Hardy retracing her roots after stormy few years
(Reuters) – After years of turbulence, Jessica Hardy has gone full circle, returning to the event that launched her rocky swimming career.
Once the world’s premier female breaststroke swimmer, the American has set her sights on regaining her mantle after a choppy few years when everything seemed against her.
Hardy qualified for the 2008 Beijing Olympics but never made it to the Chinese capital after she was told she had tested positive for the banned steroid clenbuterol at the U.S. trials.
The offense normally carries a two-year ban but the Californian was given a reduced penalty when she was able to prove that she taken a nutritional supplement that had been contaminated by the manufacturers.
But the World Anti-Doping Agency (WADA) lodged an appeal, demanding that she be given a two-year penalty and banned from competing at the 2012 London Olympics.
The case was only resolved in 2011 when the International Olympic Committee and the Court of Arbitration said she had served her punishment and could compete in London.
But then the oddest thing happened, the Californian failed to qualify in her pet event – the 100 meters breaststroke – compounding her worst fears.
Fueled by anger and disappointment, she made the team in the 4x100m freestyle and went on to win a gold medal in London, in the medley relay.
Now 27, her focus is back on her favorite stroke, having lost none of her confidence.
“I’ve had the opportunity to break a ton of world records. I think 12 world records in my career and won 27 international medals,” she told Reuters in an interview before the inaugural Singapore Swim Stars meet.
“So it’s not something I take for granted, but it kind of gives me confidence moving forward, I expect that every time, so that’s what I’m hoping for next year.”
With Hardy missing from Beijing, Rebecca Soni stepped up and filled the void as America’s top female breaststroker, winning gold in the 200m and silver in the 100m.
Soni won three individual world titles in 2009 and 2011 and defended her 200m title in London before joining forces with Hardy in the medley relay team.
Now that Soni has retired, Hardy has resurfaced as her country’s top 100m breaststroker and is looking to make up for lost time.
“I just focused more on freestyle cause I got a little sick of training with her everyday and always having her at every meet I went to,” she said, with a laugh.
“It was great to balance myself out as an athlete to be so successful in sprint freestyle too.
“I broke my first (100m breaststroke) world record 10 years ago, nine years ago in that. So it’s always been there and it’s always going to be there for me.”
Hardy has also found inspiration from the new generation of breaststrokers, spearheaded by Lithuanian teenage sensation Ruta Meilutyte, who won the gold medal in London aged just 15.

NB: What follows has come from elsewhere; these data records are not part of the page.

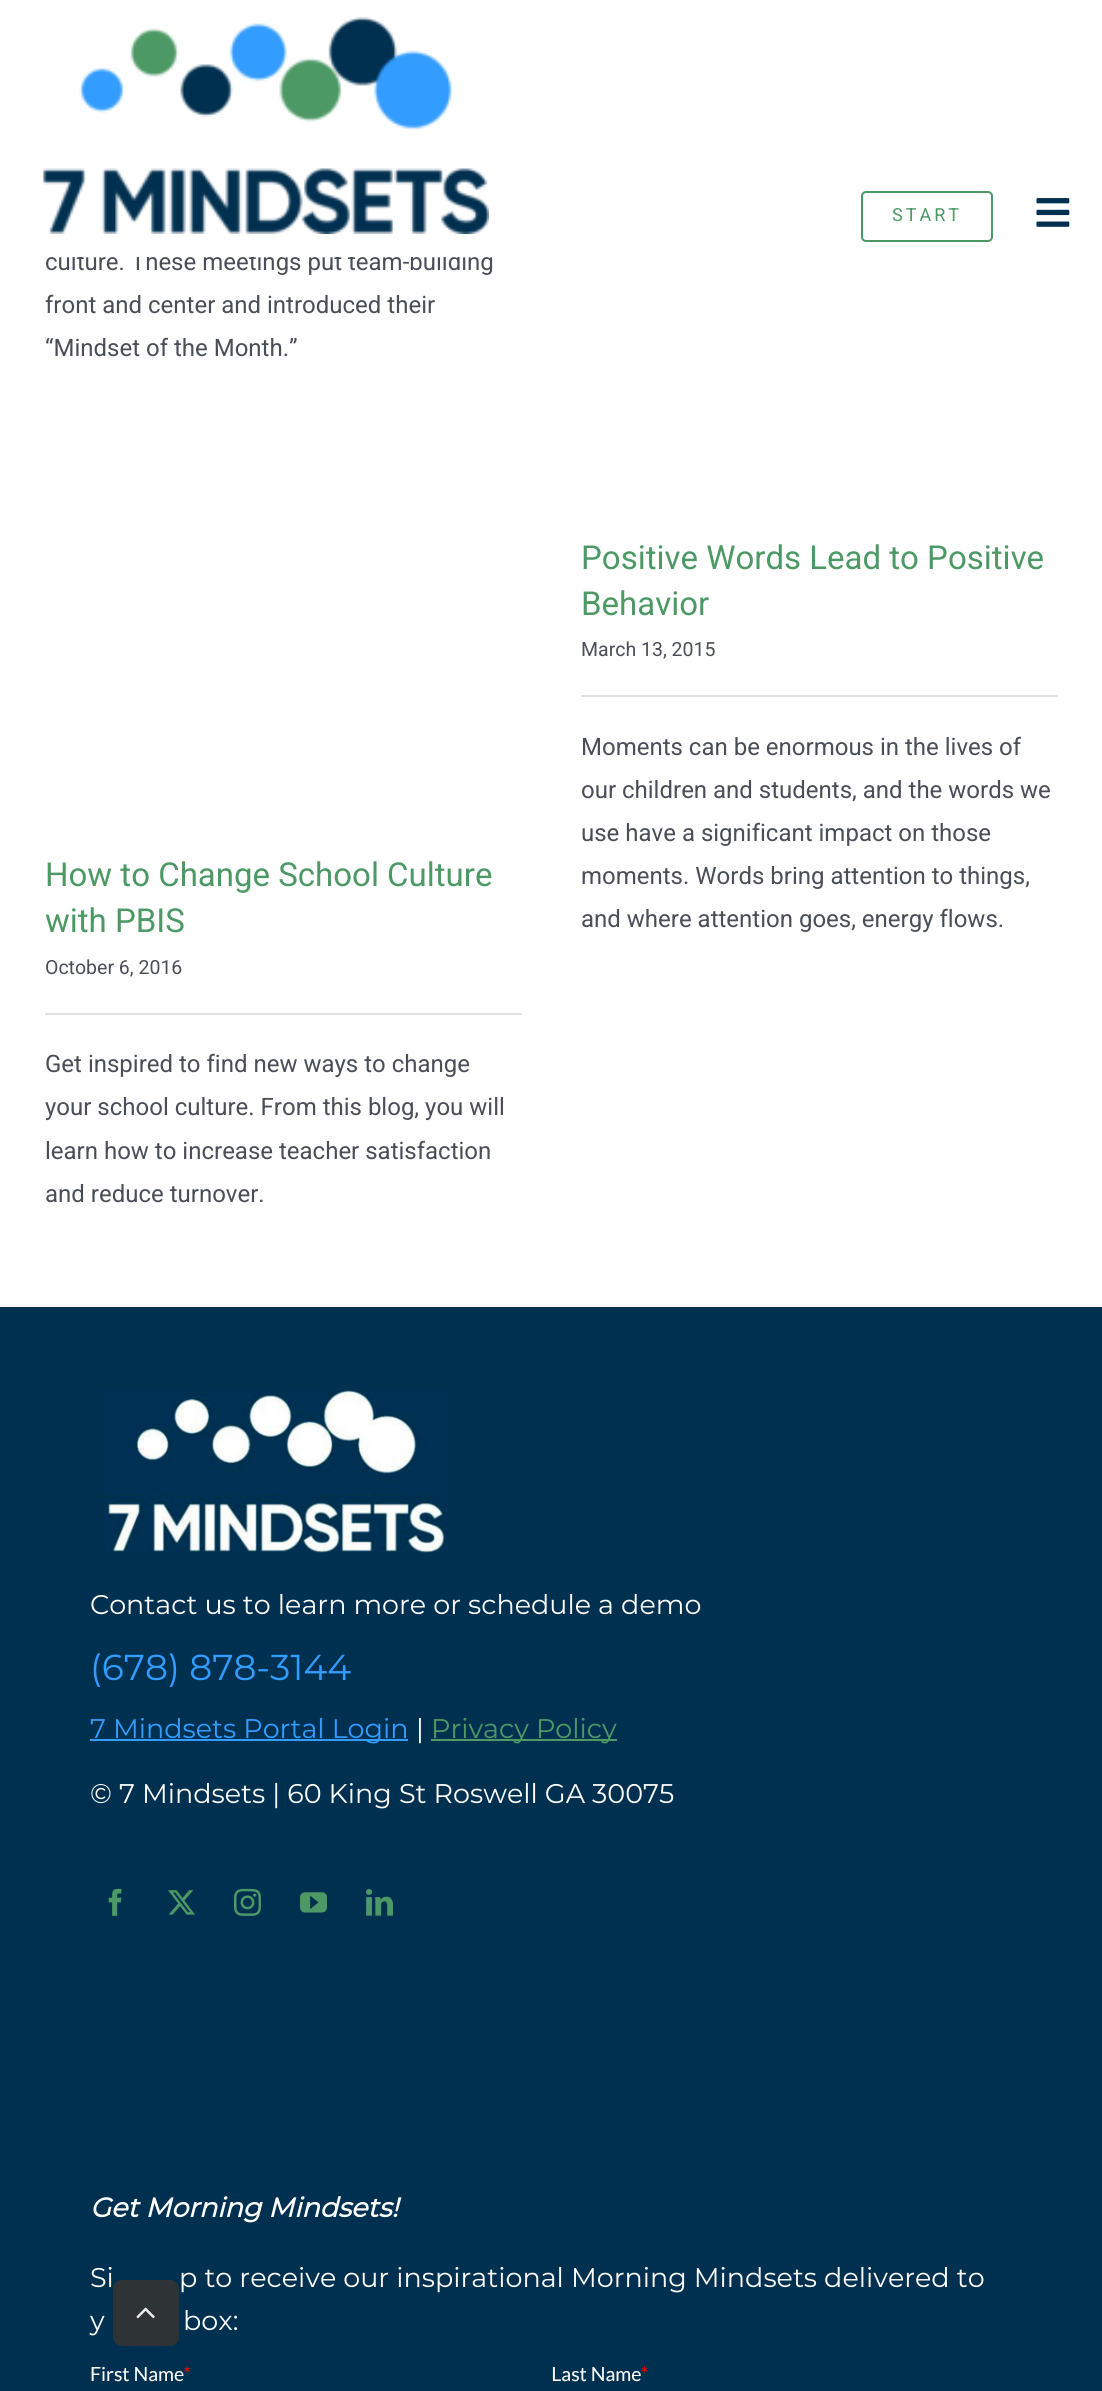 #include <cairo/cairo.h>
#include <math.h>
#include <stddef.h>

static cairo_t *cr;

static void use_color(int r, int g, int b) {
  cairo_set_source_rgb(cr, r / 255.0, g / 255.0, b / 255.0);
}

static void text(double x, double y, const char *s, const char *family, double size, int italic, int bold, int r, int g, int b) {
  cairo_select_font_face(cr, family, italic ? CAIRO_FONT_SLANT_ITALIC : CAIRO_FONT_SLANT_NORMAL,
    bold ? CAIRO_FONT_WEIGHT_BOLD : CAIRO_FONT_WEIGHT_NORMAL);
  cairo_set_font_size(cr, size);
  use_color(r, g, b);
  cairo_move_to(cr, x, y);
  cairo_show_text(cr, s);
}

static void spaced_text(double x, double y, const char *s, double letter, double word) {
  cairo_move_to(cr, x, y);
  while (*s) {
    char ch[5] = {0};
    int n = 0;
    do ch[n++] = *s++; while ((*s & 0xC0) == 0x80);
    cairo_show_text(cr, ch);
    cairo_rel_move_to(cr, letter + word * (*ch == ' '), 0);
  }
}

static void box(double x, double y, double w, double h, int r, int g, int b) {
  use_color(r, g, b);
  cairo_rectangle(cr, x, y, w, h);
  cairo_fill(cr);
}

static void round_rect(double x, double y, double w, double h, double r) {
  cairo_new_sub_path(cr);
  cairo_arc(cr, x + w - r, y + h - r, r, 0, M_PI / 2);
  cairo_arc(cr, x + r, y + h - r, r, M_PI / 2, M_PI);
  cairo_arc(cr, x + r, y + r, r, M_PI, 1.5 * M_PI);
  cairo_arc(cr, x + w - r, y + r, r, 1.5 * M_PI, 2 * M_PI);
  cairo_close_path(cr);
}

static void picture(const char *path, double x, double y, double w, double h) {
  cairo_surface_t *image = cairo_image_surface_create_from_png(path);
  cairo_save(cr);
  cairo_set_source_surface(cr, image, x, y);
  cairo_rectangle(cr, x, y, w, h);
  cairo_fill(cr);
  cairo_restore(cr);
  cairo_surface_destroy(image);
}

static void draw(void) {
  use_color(255, 255, 255);
  cairo_paint(cr);
  picture("img_01.png", 42, 16, 447, 218);
  round_rect(862, 192, 130, 49, 4);
  use_color(77, 153, 101);
  cairo_stroke(cr);
  picture("img_02.png", 1036, 198, 34, 29);
  box(581, 695, 477, 2, 226, 226, 226);
  box(45, 1013, 477, 2, 226, 226, 226);
  box(0, 1307, 1102, 1084, 0, 48, 80);
  picture("img_03.png", 104, 1390, 345, 163);
  box(90, 1739, 318, 2, 51, 156, 255);
  box(431, 1739, 186, 2, 77, 153, 101);
  picture("img_04.png", 108, 1888, 14, 28);
  picture("img_05.png", 168, 1890, 27, 25);
  picture("img_06.png", 234, 1888, 27, 28);
  picture("img_07.png", 300, 1892, 27, 21);
  picture("img_08.png", 366, 1889, 27, 27);
  picture("img_09.png", 91, 2366, 557, 16);
  cairo_set_source_rgba(cr, 0.2, 0.2, 0.2, 0.9);
  round_rect(113, 2280, 66, 66, 9);
  cairo_fill(cr);
  picture("img_10.png", 136, 2307, 19, 12);
  cairo_select_font_face(cr, "Roboto", CAIRO_FONT_SLANT_NORMAL, CAIRO_FONT_WEIGHT_NORMAL);
  cairo_set_font_size(cr, 18);
  use_color(77, 153, 101);
  spaced_text(892, 221, "START", 3, 0);
  text(45, 270, "culture. These meetings put team-building", "Roboto", 24, 0, 0, 74, 78, 87);
  box(72, 252, 394, 5, 255, 255, 255);
  text(45, 313, "front and center and introduced their", "Roboto", 24, 0, 0, 74, 78, 87);
  text(45, 356, "“Mindset of the Month.”", "Roboto", 24, 0, 0, 74, 78, 87);
  text(581, 569, "Positive Words Lead to Positive", "Roboto", 33, 0, 0, 77, 153, 101);
  text(581, 615, "Behavior", "Roboto", 33, 0, 0, 77, 153, 101);
  text(581, 656, "March 13, 2015", "Roboto", 19.5, 0, 0, 74, 78, 87);
  text(581, 755, "Moments can be enormous in the lives of", "Roboto", 24, 0, 0, 74, 78, 87);
  text(581, 798, "our children and students, and the words we", "Roboto", 24, 0, 0, 74, 78, 87);
  text(581, 841, "use have a significant impact on those", "Roboto", 24, 0, 0, 74, 78, 87);
  text(581, 884, "moments. Words bring attention to things,", "Roboto", 24, 0, 0, 74, 78, 87);
  text(581, 927, "and where attention goes, energy flows.", "Roboto", 24, 0, 0, 74, 78, 87);
  text(45, 886, "How to Change School Culture", "Roboto", 33, 0, 0, 77, 153, 101);
  text(45, 932, "with PBIS", "Roboto", 33, 0, 0, 77, 153, 101);
  text(45, 974, "October 6, 2016", "Roboto", 19.5, 0, 0, 74, 78, 87);
  text(45, 1072, "Get inspired to find new ways to change", "Roboto", 24, 0, 0, 74, 78, 87);
  text(45, 1115, "your school culture. From this blog, you will", "Roboto", 24, 0, 0, 74, 78, 87);
  text(45, 1159, "learn how to increase teacher satisfaction", "Roboto", 24, 0, 0, 74, 78, 87);
  text(45, 1202, "and reduce turnover.", "Roboto", 24, 0, 0, 74, 78, 87);
  text(90, 1614, "Contact us to learn more or schedule a demo", "Montserrat", 27, 0, 0, 255, 255, 255);
  text(90, 1680, "(678) 878-3144", "Montserrat", 36, 0, 0, 51, 156, 255);
  text(90, 1738, "7 Mindsets Portal Login", "Montserrat", 27, 0, 0, 51, 156, 255);
  text(416, 1738, "|", "Montserrat", 27, 0, 0, 255, 255, 255);
  text(431, 1738, "Privacy Policy", "Montserrat", 27, 0, 0, 77, 153, 101);
  text(90, 1803, "© 7 Mindsets | 60 King St Roswell GA 30075", "Montserrat", 27, 0, 0, 255, 255, 255);
  text(90, 2217, "Get Morning Mindsets!", "Montserrat", 27, 1, 1, 255, 255, 255);
  text(90, 2287, "Si", "Montserrat", 27, 0, 0, 255, 255, 255);
  text(179, 2287, "p to receive our inspirational Morning Mindsets delivered to", "Montserrat", 27, 0, 0, 255, 255, 255);
  text(90, 2330, "y", "Montserrat", 27, 0, 0, 255, 255, 255);
  text(183, 2330, "box:", "Montserrat", 27, 0, 0, 255, 255, 255);
}

int main(void) {
  cairo_surface_t *surface = cairo_image_surface_create(CAIRO_FORMAT_RGB24, 1102, 2391);
  cr = cairo_create(surface);
  cairo_font_options_t *options = cairo_font_options_create();
  cairo_font_options_set_hint_metrics(options, CAIRO_HINT_METRICS_OFF);
  cairo_font_options_set_hint_style(options, CAIRO_HINT_STYLE_NONE);
  cairo_set_font_options(cr, options);
  cairo_set_miter_limit(cr, 4);
  draw();
  cairo_surface_write_to_png(surface, "out.png");
  cairo_font_options_destroy(options);
  cairo_destroy(cr);
  cairo_surface_destroy(surface);
  return 0;
}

Now 17, Meilutyte holds the current world record for the event and shows no sign of slowing down. Last month, she won two gold medals at the Youth Olympic Games in China then hopped on a plane and flew to Berlin where she won gold in the European championships.
And now she is back in Asia, ready to line up against Hardy in Singapore, a prospect that has excited the American.
“She’s great. I didn’t know who she was until she won medals, so it was quite the wake up call,” Hardy said.
“Every time I race her so far, she’s so gracious and she’s so appreciative of that. And it’s really fun to race people like that.
“And I have never raced anyone in my entire career who takes the 100 breast out faster than me, so having someone wake me up makes that a really fun race.”